SUPPLIED ENTRIES:
Start of Block
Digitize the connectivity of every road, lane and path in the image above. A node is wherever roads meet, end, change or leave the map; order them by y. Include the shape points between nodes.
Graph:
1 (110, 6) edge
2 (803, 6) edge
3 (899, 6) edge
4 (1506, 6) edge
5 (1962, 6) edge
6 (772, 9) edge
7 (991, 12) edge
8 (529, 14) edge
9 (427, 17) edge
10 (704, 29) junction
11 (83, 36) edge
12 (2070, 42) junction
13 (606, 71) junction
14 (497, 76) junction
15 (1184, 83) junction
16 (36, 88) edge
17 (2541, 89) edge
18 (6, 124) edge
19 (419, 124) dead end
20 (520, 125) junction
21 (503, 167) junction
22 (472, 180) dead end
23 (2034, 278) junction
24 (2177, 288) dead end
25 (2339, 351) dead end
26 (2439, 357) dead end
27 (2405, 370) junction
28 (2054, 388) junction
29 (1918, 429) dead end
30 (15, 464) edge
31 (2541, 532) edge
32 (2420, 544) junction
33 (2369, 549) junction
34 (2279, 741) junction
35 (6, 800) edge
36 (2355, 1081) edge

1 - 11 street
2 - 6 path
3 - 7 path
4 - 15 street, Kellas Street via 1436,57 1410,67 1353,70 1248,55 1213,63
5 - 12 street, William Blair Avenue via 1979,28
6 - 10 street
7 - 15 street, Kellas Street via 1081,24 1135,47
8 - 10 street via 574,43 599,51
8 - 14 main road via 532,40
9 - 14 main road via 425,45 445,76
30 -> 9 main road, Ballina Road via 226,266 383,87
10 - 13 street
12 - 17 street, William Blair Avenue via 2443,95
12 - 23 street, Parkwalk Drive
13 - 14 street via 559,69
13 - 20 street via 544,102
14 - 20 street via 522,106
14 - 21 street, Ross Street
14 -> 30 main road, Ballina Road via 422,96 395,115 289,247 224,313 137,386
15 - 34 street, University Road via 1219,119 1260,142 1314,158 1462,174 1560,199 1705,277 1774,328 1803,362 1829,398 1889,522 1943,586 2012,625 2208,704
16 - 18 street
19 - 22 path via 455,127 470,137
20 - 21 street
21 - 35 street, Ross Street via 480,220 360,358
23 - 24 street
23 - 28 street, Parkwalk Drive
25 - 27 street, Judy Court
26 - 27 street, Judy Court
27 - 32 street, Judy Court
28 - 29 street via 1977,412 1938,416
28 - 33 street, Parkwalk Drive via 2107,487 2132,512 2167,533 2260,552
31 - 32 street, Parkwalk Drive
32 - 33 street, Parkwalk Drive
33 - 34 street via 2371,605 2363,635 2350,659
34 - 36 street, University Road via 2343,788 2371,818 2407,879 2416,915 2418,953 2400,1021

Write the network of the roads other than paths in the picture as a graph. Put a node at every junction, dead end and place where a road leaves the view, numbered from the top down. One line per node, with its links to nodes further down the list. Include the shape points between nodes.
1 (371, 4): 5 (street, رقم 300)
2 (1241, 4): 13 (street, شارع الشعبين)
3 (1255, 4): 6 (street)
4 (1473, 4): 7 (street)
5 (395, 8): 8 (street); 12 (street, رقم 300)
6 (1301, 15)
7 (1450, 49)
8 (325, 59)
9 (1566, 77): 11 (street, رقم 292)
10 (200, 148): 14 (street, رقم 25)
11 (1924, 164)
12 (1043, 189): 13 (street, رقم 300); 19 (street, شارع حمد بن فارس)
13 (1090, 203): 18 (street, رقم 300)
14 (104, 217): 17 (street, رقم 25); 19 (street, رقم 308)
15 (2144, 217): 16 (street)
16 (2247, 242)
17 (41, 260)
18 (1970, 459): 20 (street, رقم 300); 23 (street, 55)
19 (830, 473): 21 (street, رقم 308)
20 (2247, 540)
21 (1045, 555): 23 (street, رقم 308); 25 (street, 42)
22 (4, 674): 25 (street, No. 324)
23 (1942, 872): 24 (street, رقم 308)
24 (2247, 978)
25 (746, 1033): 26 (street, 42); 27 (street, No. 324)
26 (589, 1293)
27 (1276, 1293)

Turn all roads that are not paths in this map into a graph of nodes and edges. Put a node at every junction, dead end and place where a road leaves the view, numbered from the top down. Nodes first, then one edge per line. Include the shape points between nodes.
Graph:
End of Block
The answer should be an exact reproduction of all the entries.

OUTPUT:
Digitize the connectivity of every road, lane and path in the image above. A node is wherever roads meet, end, change or leave the map; order them by y. Include the shape points between nodes.
Graph:
1 (110, 6) edge
2 (803, 6) edge
3 (899, 6) edge
4 (1506, 6) edge
5 (1962, 6) edge
6 (772, 9) edge
7 (991, 12) edge
8 (529, 14) edge
9 (427, 17) edge
10 (704, 29) junction
11 (83, 36) edge
12 (2070, 42) junction
13 (606, 71) junction
14 (497, 76) junction
15 (1184, 83) junction
16 (36, 88) edge
17 (2541, 89) edge
18 (6, 124) edge
19 (419, 124) dead end
20 (520, 125) junction
21 (503, 167) junction
22 (472, 180) dead end
23 (2034, 278) junction
24 (2177, 288) dead end
25 (2339, 351) dead end
26 (2439, 357) dead end
27 (2405, 370) junction
28 (2054, 388) junction
29 (1918, 429) dead end
30 (15, 464) edge
31 (2541, 532) edge
32 (2420, 544) junction
33 (2369, 549) junction
34 (2279, 741) junction
35 (6, 800) edge
36 (2355, 1081) edge

1 - 11 street
2 - 6 path
3 - 7 path
4 - 15 street, Kellas Street via 1436,57 1410,67 1353,70 1248,55 1213,63
5 - 12 street, William Blair Avenue via 1979,28
6 - 10 street
7 - 15 street, Kellas Street via 1081,24 1135,47
8 - 10 street via 574,43 599,51
8 - 14 main road via 532,40
9 - 14 main road via 425,45 445,76
30 -> 9 main road, Ballina Road via 226,266 383,87
10 - 13 street
12 - 17 street, William Blair Avenue via 2443,95
12 - 23 street, Parkwalk Drive
13 - 14 street via 559,69
13 - 20 street via 544,102
14 - 20 street via 522,106
14 - 21 street, Ross Street
14 -> 30 main road, Ballina Road via 422,96 395,115 289,247 224,313 137,386
15 - 34 street, University Road via 1219,119 1260,142 1314,158 1462,174 1560,199 1705,277 1774,328 1803,362 1829,398 1889,522 1943,586 2012,625 2208,704
16 - 18 street
19 - 22 path via 455,127 470,137
20 - 21 street
21 - 35 street, Ross Street via 480,220 360,358
23 - 24 street
23 - 28 street, Parkwalk Drive
25 - 27 street, Judy Court
26 - 27 street, Judy Court
27 - 32 street, Judy Court
28 - 29 street via 1977,412 1938,416
28 - 33 street, Parkwalk Drive via 2107,487 2132,512 2167,533 2260,552
31 - 32 street, Parkwalk Drive
32 - 33 street, Parkwalk Drive
33 - 34 street via 2371,605 2363,635 2350,659
34 - 36 street, University Road via 2343,788 2371,818 2407,879 2416,915 2418,953 2400,1021

Write the network of the roads other than paths in the picture as a graph. Put a node at every junction, dead end and place where a road leaves the view, numbered from the top down. One line per node, with its links to nodes further down the list. Include the shape points between nodes.
1 (371, 4): 5 (street, رقم 300)
2 (1241, 4): 13 (street, شارع الشعبين)
3 (1255, 4): 6 (street)
4 (1473, 4): 7 (street)
5 (395, 8): 8 (street); 12 (street, رقم 300)
6 (1301, 15)
7 (1450, 49)
8 (325, 59)
9 (1566, 77): 11 (street, رقم 292)
10 (200, 148): 14 (street, رقم 25)
11 (1924, 164)
12 (1043, 189): 13 (street, رقم 300); 19 (street, شارع حمد بن فارس)
13 (1090, 203): 18 (street, رقم 300)
14 (104, 217): 17 (street, رقم 25); 19 (street, رقم 308)
15 (2144, 217): 16 (street)
16 (2247, 242)
17 (41, 260)
18 (1970, 459): 20 (street, رقم 300); 23 (street, 55)
19 (830, 473): 21 (street, رقم 308)
20 (2247, 540)
21 (1045, 555): 23 (street, رقم 308); 25 (street, 42)
22 (4, 674): 25 (street, No. 324)
23 (1942, 872): 24 (street, رقم 308)
24 (2247, 978)
25 (746, 1033): 26 (street, 42); 27 (street, No. 324)
26 (589, 1293)
27 (1276, 1293)

Turn all roads that are not paths in this map into a graph of nodes and edges. Put a node at every junction, dead end and place where a road leaves the view, numbered from the top down. Nodes first, then one edge per line. Include the shape points between nodes.
Graph:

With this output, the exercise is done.